▶ [ENTRIES SHOWN]:
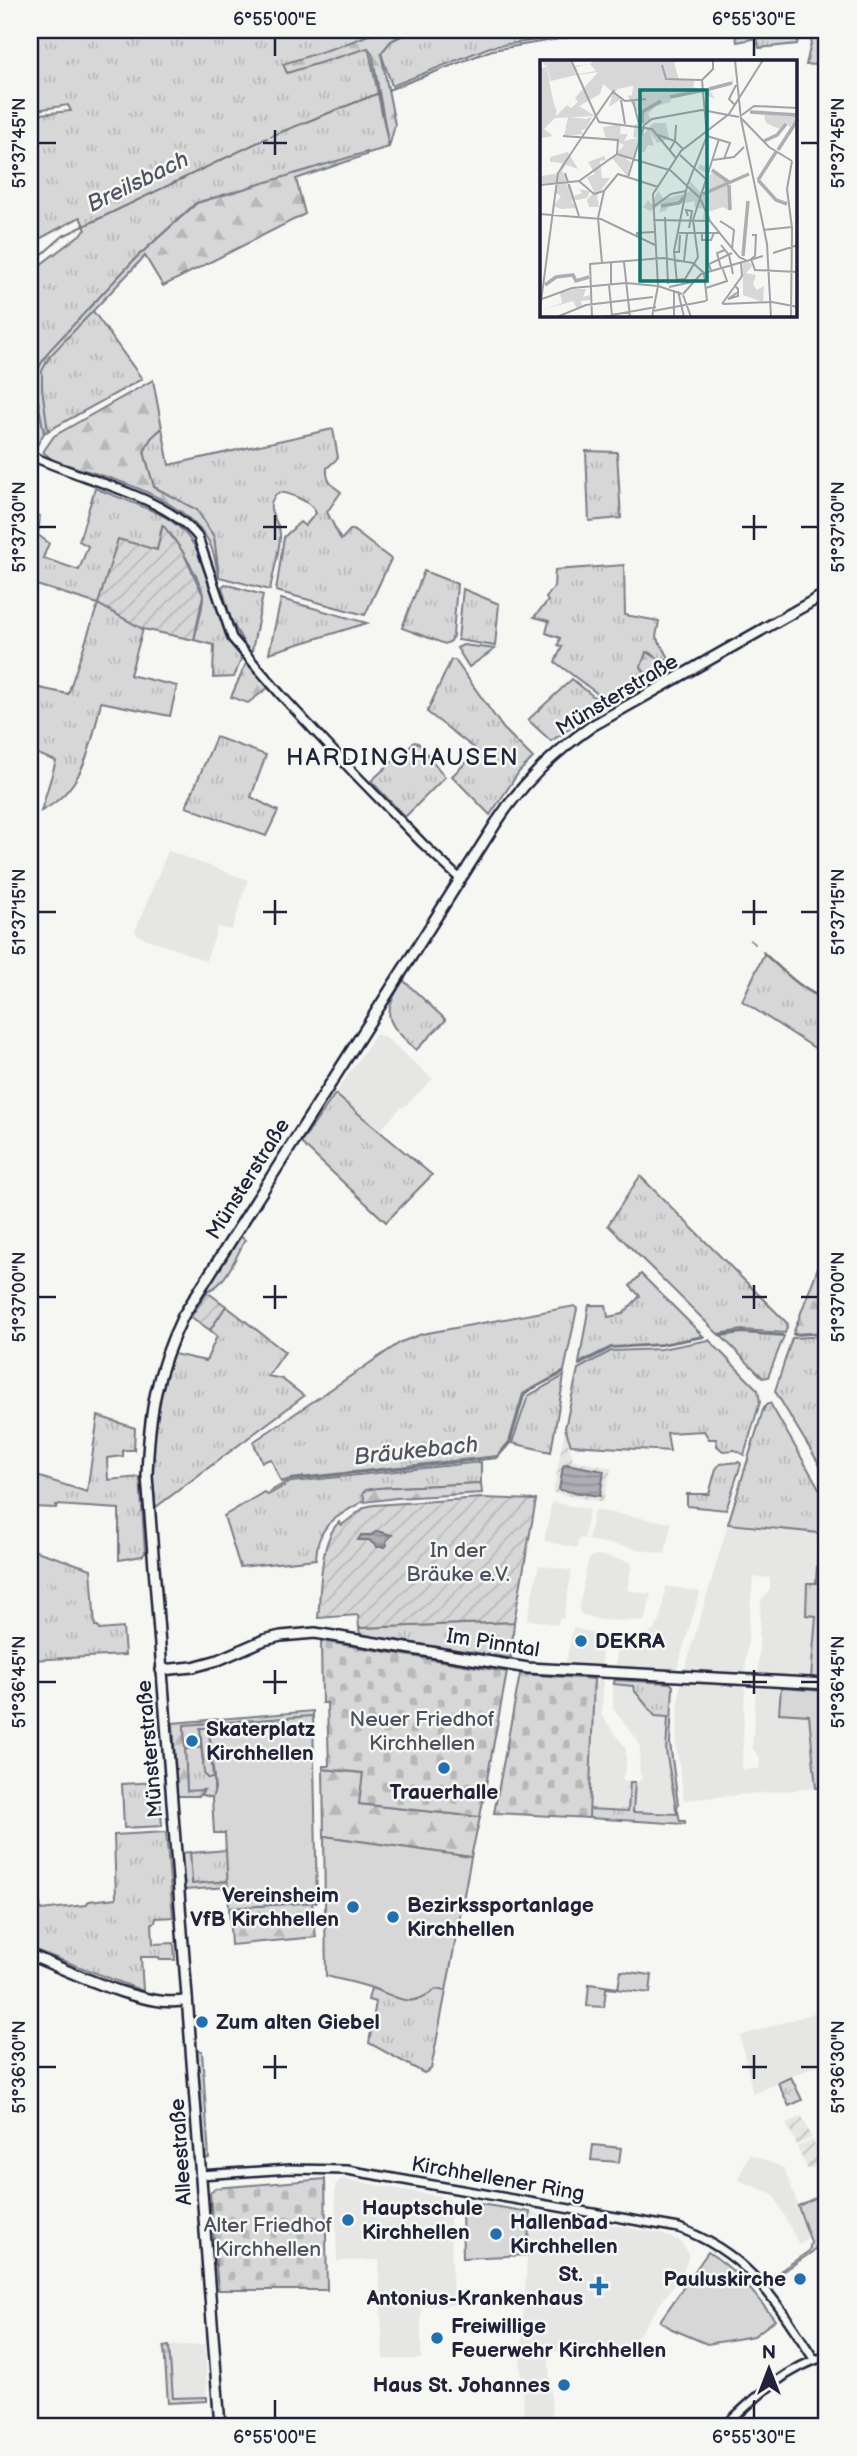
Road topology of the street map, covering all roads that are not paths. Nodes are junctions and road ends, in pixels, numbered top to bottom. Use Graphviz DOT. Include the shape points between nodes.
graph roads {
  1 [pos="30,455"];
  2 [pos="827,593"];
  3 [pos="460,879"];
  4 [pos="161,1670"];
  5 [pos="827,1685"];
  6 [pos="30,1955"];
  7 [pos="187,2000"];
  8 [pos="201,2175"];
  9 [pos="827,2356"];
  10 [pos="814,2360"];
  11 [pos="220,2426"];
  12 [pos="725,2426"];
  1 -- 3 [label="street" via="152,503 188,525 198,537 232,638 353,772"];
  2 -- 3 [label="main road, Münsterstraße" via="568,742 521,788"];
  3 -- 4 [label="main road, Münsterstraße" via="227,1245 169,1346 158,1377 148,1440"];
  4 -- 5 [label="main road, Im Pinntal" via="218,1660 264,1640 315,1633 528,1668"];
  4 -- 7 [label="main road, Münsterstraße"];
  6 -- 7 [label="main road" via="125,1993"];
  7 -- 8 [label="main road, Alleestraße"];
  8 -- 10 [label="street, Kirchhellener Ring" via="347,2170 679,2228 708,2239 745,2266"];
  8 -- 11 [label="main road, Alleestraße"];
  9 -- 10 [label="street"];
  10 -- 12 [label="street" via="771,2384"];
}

▶ [PROMPT]: Please output the full listing above exactly, minus any pictures.

▶ [SOLUTION FOR THIS TASK]:
Road topology of the street map, covering all roads that are not paths. Nodes are junctions and road ends, in pixels, numbered top to bottom. Use Graphviz DOT. Include the shape points between nodes.
graph roads {
  1 [pos="30,455"];
  2 [pos="827,593"];
  3 [pos="460,879"];
  4 [pos="161,1670"];
  5 [pos="827,1685"];
  6 [pos="30,1955"];
  7 [pos="187,2000"];
  8 [pos="201,2175"];
  9 [pos="827,2356"];
  10 [pos="814,2360"];
  11 [pos="220,2426"];
  12 [pos="725,2426"];
  1 -- 3 [label="street" via="152,503 188,525 198,537 232,638 353,772"];
  2 -- 3 [label="main road, Münsterstraße" via="568,742 521,788"];
  3 -- 4 [label="main road, Münsterstraße" via="227,1245 169,1346 158,1377 148,1440"];
  4 -- 5 [label="main road, Im Pinntal" via="218,1660 264,1640 315,1633 528,1668"];
  4 -- 7 [label="main road, Münsterstraße"];
  6 -- 7 [label="main road" via="125,1993"];
  7 -- 8 [label="main road, Alleestraße"];
  8 -- 10 [label="street, Kirchhellener Ring" via="347,2170 679,2228 708,2239 745,2266"];
  8 -- 11 [label="main road, Alleestraße"];
  9 -- 10 [label="street"];
  10 -- 12 [label="street" via="771,2384"];
}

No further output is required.